Thursday, June 28, 2007

WH eyes Los Angeles prosecutor

From Yahoo:

WASHINGTON - The White House plans to nominate Thomas O'Brien, a career prosecutor, as the new U.S. attorney in Los Angeles, according to a Democratic Senate aide with knowledge of the decision.

The aide, who spoke on condition of anonymity because the decision was not yet public, said Tuesday that the announcement was expected this week.

O'Brien had been viewed as the leading candidate for the job. He currently is chief of the office's criminal division and before that worked in the Los Angeles County district attorney's gang division.

O'Brien would fill the vacancy created when Debra Yang resigned last October to go into private practice.

Yang was not among the eight U.S. attorneys whose firings last year have turned into a controversy for the Justice Department and has said she left of her own accord.

O'Brien's appointment would still leave California with two of its four U.S. attorney positions unfilled.
The other vacancies are in San Diego and San Francisco where U.S. attorneys Carol Lam and Kevin Ryan were dumped in the mass dismissals last year.

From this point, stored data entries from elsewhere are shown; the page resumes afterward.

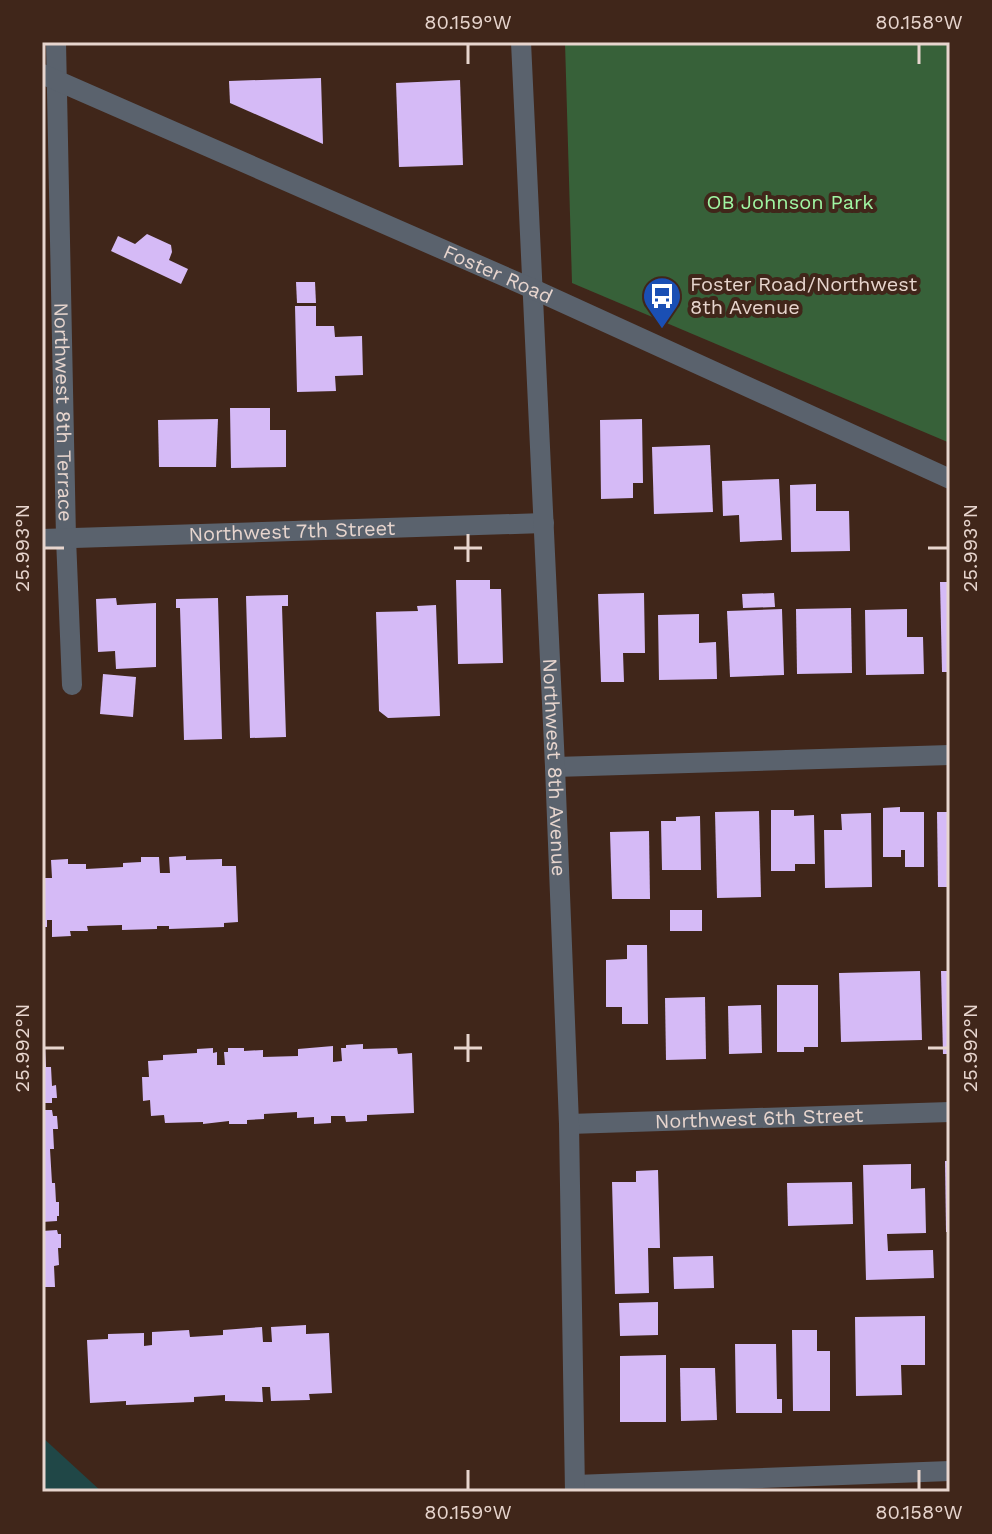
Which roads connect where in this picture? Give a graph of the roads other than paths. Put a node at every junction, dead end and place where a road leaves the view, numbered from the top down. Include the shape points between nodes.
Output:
1 (56, 42) edge
2 (521, 42) edge
3 (49, 77) edge
4 (533, 289) junction
5 (950, 479) edge
6 (544, 523) junction
7 (66, 538) junction
8 (42, 539) edge
9 (72, 685) dead end
10 (950, 755) edge
11 (555, 767) junction
12 (950, 1112) edge
13 (569, 1124) junction
14 (950, 1471) edge
15 (575, 1488) edge

1 - 3 street, Northwest 8th Terrace
2 - 4 street, Northwest 8th Avenue
3 - 4 street, Foster Road
3 - 7 street, Northwest 8th Terrace
4 - 5 street, Foster Road
4 - 6 street, Northwest 8th Avenue
6 - 7 street, Northwest 7th Street
6 - 11 street, Northwest 8th Avenue
7 - 8 street, Northwest 7th Street
7 - 9 street, Northwest 8th Terrace
10 - 11 street
11 - 13 street, Northwest 8th Avenue
12 - 13 street, Northwest 6th Street
13 - 15 street, Northwest 8th Avenue
14 - 15 street

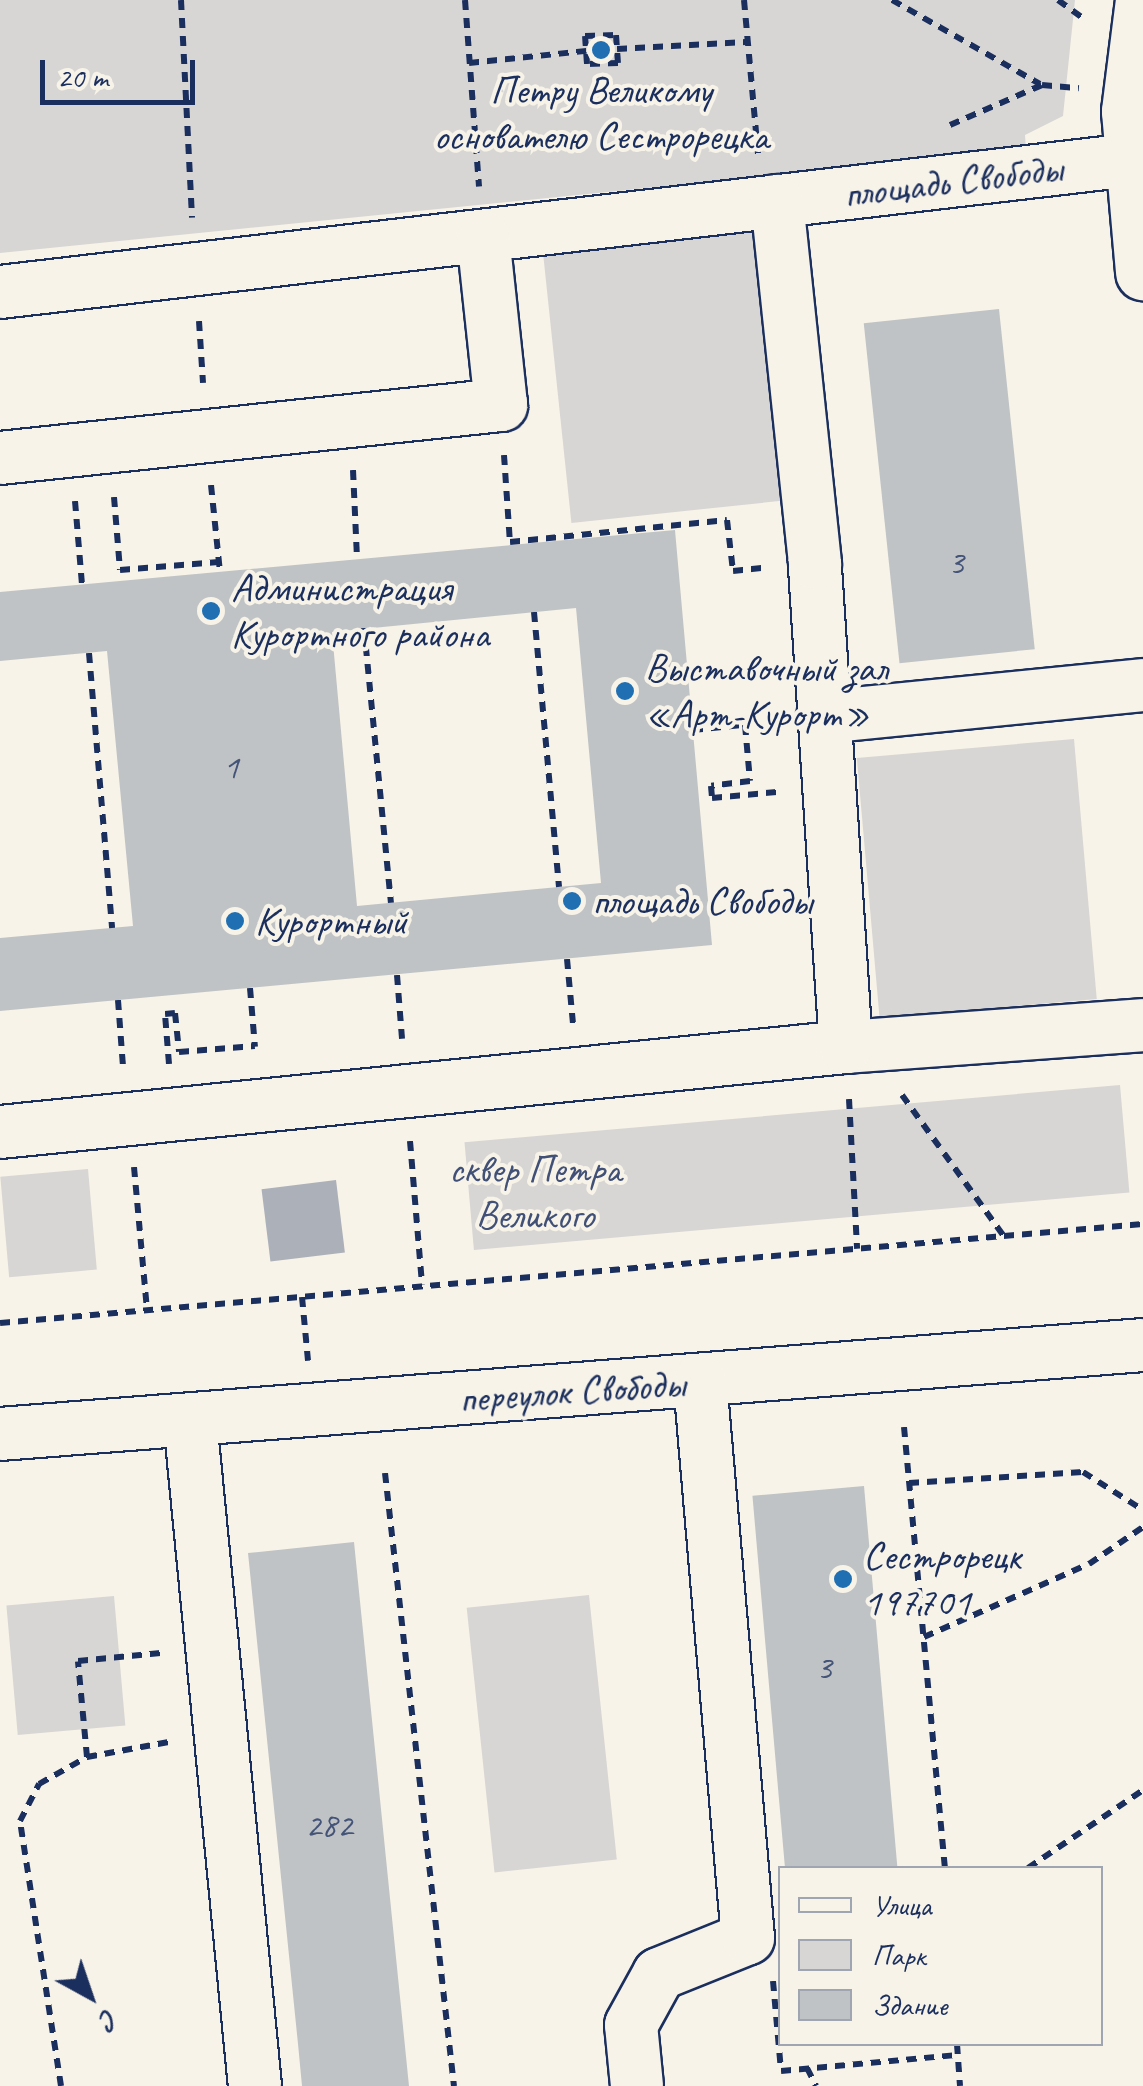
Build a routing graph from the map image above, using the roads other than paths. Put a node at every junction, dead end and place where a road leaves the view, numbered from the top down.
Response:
1 (1122, 20) edge
2 (1130, 136) junction
3 (777, 179) junction
4 (483, 238) junction
5 (1143, 272) edge
6 (0, 292) edge
7 (0, 458) edge
8 (1143, 685) edge
9 (823, 718) junction
10 (1143, 1025) edge
11 (857, 1047) junction
12 (0, 1132) edge
13 (1143, 1345) edge
14 (700, 1381) junction
15 (190, 1420) junction
16 (0, 1434) edge
17 (254, 2086) edge
18 (636, 2086) edge

1 - 2 main road
2 - 3 street, площадь Свободы
2 - 5 main road
3 - 4 street, площадь Свободы
3 - 9 street
4 - 6 street, площадь Свободы
4 - 7 street
8 - 9 street
9 - 11 street
10 - 11 street
11 - 12 street
13 - 14 street, переулок Свободы
14 - 15 street, переулок Свободы
14 - 18 street
15 - 16 street, переулок Свободы
15 - 17 street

In San Diego, interim U.S. attorney Karen P. Hewitt could be made permanent.

In San Francisco, attorney Joseph Russoniello appears to be the leading candidate to replace Ryan, according to local press accounts and lawyers familiar with the process. Russoniello, who declined comment, held the same U.S. attorney post under President Ronald Reagan from 1982 to 1990.

The Eastern District in Sacramento is the one district in California that hasn't seen recent turnover. McGregor Scott has been U.S. attorney there since 2003.

Justice Department spokesman Dean Boyd declined comment on the report of O'Brien's nomination and said the department was working to find candidates for the vacancies in San Diego and San Francisco.

And who is O'Brien?


O'Brien, a Republican, joined the U.S. attorney's office in October 2000, moving up to chief of the office's civil rights section in February 2005 and chief of the criminal division in June of the same year. During this tenure, he's prosecuted and investigated a range of crimes, including murder, fraud, human trafficking, police misconduct, narcotics, immigration and child exploitation.

He tried 65 cases, including 35 gang murder cases, during his five years as a deputy district attorney assigned to Los Angeles County's hard-core gang division

2 comments:

Anonymous said...

He's not corrupt, is he? I've read the DOJ did some bad things in the past that I blew off, but now I believe it from that INSLAW and Promis stuff. This country has been heading down the wrong path for decades, I think JFK tried to turn it around and they killed him for it. jmho.

I believe everyone deserves a fair defense but not a corrupted offense to dupe America and the world. It is very sad and depressing for humanity.

airJackie said...

The sad thing now is that any Republican chosen by President Cheney must follow his orders. Now even good lawyers can get a bad name joining this corrupt Administration.

Teak with the release of the CIA horror report there's now no question who killed John F. Kennedy. Check the names of the Cuban Mafia that the US paid for assassinations. The tape that showed the smoke from the grassy noel was destroyed by the CIA. Now it is strange that all the journalist who covered JFK as they were young reporters seem to have the White House memory lost. After all these years we now know who Deep Throat is and also who killed President Kennedy. I guess we can now say the United States had it's own COUP.